About this task: Using the listing, copy each whole line that features "name".

Records shown:
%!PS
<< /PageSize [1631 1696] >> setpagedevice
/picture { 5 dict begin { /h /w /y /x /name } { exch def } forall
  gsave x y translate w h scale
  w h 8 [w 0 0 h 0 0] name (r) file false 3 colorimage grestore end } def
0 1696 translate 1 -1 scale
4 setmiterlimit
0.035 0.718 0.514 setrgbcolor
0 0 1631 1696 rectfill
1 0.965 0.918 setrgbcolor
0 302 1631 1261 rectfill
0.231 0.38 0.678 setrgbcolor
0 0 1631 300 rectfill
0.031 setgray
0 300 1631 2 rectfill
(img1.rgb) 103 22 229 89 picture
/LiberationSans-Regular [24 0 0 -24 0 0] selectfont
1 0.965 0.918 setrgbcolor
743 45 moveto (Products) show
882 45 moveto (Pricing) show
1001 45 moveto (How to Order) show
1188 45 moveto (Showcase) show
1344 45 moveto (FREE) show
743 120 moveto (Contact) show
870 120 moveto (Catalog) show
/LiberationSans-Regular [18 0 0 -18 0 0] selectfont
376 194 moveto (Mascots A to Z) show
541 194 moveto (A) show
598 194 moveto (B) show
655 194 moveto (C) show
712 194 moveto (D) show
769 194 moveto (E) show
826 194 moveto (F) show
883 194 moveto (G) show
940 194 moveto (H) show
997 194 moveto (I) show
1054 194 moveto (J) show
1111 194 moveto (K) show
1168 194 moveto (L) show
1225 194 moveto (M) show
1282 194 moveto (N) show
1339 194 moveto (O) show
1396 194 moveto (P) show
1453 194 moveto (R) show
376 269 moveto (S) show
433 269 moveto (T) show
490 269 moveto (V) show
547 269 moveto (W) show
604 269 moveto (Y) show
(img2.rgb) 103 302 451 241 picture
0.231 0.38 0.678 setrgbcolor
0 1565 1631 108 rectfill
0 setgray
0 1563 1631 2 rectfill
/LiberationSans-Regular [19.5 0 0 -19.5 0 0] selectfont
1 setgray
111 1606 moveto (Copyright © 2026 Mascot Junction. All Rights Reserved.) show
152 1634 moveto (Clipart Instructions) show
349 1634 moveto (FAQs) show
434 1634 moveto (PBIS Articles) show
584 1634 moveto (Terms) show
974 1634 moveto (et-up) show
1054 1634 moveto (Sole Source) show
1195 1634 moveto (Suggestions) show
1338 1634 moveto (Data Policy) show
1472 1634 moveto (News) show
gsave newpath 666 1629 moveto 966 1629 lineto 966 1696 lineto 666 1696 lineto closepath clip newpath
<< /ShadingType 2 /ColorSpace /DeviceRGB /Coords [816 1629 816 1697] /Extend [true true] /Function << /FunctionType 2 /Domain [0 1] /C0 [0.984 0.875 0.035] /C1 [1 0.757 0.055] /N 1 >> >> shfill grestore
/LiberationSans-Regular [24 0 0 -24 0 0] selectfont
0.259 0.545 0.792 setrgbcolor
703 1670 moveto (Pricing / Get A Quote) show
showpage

Answer space:
/picture { 5 dict begin { /h /w /y /x /name } { exch def } forall
  w h 8 [w 0 0 h 0 0] name (r) file false 3 colorimage grestore end } def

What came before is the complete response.